# Anyone ever use a MirrOdine in the surf?



## jnail923 (Mar 29, 2011)

I'm heading to Gulf Shores on April 8-10 and will be staying near the pass next to the FloraBama. 

I'm bring two 7ft rods both equipped with 4000 sized Shimano reels. I was wondering whats the best fish for me to target. I thought maybe using a MirrOdine in the surf might land some decent fish. Was also planning on buying some pompano rigs and getting some dead shrimp. What do yall think about fishing Gulp and other plastics?

Anyone have any ideas or suggestions. I really appreciate your help.


----------



## Nopierpressure (Jul 27, 2010)

New Penny colored 3" Gulp shrimp with a 1/2 oz red leadhead, should get you hooked up on some nice Redfish. A gold with red head Gotcha lure should get ya hooked up on some Spanish. Pompano rig with live shrimp or sand fleas should get ya some pomps. Good luck and tight lines!


----------



## joe bag o donuts (Oct 23, 2007)

Mirrodines are amazing for spanish, blues, ladies, hardtails, etc. Just work it super fast. I'd prefer a heavy spoon(1/2 oz), or a Gotcha, so I can cast it farther and retrieve it faster while still keeping it under water. Key for "trash fish" is to retrieve as fast as you can.

Pompano rigs or even a basic fishfinder rig tipped with shrimp should work great. I never use soft plastics because the spanish will chew them to pieces. Unless you're sightfishing red, but then they'll probably hit the spoon you're using for the spanish.


----------



## Wharegul (Mar 17, 2011)

I have used Mirro-lures for years down at Dauphin island and around Perdido pass. Usually i'll throw out a pomp rig then take my Mirro-lure and work it up and down the beach on either side. Like Joe said Spanish, Blues, Ladys and Specks all will take one


----------



## jnail923 (Mar 29, 2011)

I'll be using 10lb braid with a 30lb fluro leader... Will that work? 
I've seen some people say that you might want to use a light steel leader to prevent breakoffs.

Opinions? 

TIA


----------



## Wharegul (Mar 17, 2011)

I use 12# mono with a 20# mono leader. Haven't had a line cut before but have broken a few off.( I like to live dangerously)! 

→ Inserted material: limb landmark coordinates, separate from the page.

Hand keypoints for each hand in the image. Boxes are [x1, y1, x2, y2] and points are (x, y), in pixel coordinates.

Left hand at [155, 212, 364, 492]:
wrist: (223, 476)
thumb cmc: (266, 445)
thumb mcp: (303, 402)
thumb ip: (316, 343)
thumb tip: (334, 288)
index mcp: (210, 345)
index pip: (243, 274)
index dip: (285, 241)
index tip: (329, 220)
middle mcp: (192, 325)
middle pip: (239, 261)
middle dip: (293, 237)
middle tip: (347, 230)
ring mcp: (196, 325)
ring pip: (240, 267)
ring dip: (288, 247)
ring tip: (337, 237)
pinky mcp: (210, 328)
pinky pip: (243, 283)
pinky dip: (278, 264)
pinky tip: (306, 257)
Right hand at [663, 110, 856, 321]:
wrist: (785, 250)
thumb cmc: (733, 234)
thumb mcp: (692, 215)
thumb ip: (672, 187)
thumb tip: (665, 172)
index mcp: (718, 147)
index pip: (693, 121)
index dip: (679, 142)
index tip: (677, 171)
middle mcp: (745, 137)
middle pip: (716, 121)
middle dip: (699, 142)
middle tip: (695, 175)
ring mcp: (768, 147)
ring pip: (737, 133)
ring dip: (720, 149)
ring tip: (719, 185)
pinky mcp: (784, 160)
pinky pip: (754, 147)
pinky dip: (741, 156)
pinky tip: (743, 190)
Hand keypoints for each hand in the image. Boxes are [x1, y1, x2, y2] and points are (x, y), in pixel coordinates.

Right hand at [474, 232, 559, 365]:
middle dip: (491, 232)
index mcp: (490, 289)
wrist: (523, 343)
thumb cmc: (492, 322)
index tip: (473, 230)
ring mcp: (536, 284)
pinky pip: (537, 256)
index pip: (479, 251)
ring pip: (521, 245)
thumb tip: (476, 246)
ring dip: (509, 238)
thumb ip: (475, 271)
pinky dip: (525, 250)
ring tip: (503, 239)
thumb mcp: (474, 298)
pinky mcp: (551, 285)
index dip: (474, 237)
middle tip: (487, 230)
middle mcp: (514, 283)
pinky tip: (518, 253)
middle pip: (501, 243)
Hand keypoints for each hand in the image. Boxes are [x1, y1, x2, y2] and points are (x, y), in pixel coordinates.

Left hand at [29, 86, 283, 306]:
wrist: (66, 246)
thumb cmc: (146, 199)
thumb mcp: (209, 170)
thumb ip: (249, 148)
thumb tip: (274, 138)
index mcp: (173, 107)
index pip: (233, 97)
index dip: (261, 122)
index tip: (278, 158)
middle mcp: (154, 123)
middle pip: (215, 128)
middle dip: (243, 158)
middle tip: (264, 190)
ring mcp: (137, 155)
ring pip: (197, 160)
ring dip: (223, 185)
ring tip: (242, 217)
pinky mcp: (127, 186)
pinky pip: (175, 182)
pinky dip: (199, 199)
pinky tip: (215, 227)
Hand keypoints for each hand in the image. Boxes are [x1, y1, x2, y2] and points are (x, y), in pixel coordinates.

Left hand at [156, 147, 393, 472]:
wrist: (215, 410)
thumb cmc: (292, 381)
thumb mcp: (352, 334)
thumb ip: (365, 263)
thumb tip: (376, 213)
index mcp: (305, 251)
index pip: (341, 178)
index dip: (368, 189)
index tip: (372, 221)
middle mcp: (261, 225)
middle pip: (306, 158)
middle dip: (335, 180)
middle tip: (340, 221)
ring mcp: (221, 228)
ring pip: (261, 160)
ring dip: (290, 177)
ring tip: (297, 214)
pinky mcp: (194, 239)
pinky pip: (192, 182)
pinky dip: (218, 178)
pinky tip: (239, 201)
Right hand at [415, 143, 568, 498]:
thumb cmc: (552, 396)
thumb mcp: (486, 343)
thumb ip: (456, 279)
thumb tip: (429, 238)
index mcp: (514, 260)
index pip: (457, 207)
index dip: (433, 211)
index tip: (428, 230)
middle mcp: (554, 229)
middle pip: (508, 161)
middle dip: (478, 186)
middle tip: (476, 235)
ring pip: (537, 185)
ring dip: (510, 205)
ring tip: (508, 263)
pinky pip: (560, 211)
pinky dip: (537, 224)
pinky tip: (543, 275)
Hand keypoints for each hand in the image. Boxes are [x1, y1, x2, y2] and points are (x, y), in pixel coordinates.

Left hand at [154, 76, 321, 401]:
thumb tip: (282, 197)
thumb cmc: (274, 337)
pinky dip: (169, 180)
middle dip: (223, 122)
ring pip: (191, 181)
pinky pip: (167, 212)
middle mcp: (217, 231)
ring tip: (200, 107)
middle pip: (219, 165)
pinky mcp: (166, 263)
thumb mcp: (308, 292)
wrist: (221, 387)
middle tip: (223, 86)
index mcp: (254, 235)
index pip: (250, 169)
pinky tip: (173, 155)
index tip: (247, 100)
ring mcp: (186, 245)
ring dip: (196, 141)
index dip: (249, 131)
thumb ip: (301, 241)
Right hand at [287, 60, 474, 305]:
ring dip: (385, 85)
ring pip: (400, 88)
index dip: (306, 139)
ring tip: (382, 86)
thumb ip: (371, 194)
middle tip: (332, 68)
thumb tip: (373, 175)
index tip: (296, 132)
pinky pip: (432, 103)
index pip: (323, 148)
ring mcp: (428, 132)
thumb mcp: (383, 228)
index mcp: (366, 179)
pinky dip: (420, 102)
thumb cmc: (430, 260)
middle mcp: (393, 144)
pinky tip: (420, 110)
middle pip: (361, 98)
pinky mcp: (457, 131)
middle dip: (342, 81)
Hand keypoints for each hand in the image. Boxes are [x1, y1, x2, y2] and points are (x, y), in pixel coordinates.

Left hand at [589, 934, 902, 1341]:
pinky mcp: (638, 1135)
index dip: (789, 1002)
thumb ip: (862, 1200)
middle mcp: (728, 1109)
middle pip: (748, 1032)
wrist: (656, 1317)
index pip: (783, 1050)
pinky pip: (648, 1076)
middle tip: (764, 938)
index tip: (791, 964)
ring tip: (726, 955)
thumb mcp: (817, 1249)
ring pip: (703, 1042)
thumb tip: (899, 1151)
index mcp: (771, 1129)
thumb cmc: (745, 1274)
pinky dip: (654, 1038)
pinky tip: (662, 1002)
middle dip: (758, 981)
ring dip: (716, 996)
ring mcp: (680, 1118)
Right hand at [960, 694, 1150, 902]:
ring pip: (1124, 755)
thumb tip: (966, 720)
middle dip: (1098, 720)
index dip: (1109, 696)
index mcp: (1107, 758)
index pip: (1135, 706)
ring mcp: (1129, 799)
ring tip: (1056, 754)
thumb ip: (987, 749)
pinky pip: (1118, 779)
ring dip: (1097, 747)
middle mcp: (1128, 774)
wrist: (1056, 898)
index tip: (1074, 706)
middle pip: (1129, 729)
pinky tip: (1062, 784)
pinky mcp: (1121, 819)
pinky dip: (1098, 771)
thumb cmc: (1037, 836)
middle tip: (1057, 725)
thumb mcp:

Should be a good set up for throwing Mirro.


----------



## amarcafina (Aug 24, 2008)

If you like your lure you should use steel leader !


----------



## Lyin Too (Aug 31, 2009)

pink jig head with white or cotton candy colored tail will catch flounder, pomps, reds or anything out there that swims. You dont have to cast out a mile either, they are much closer to the creek bank than you may think!


----------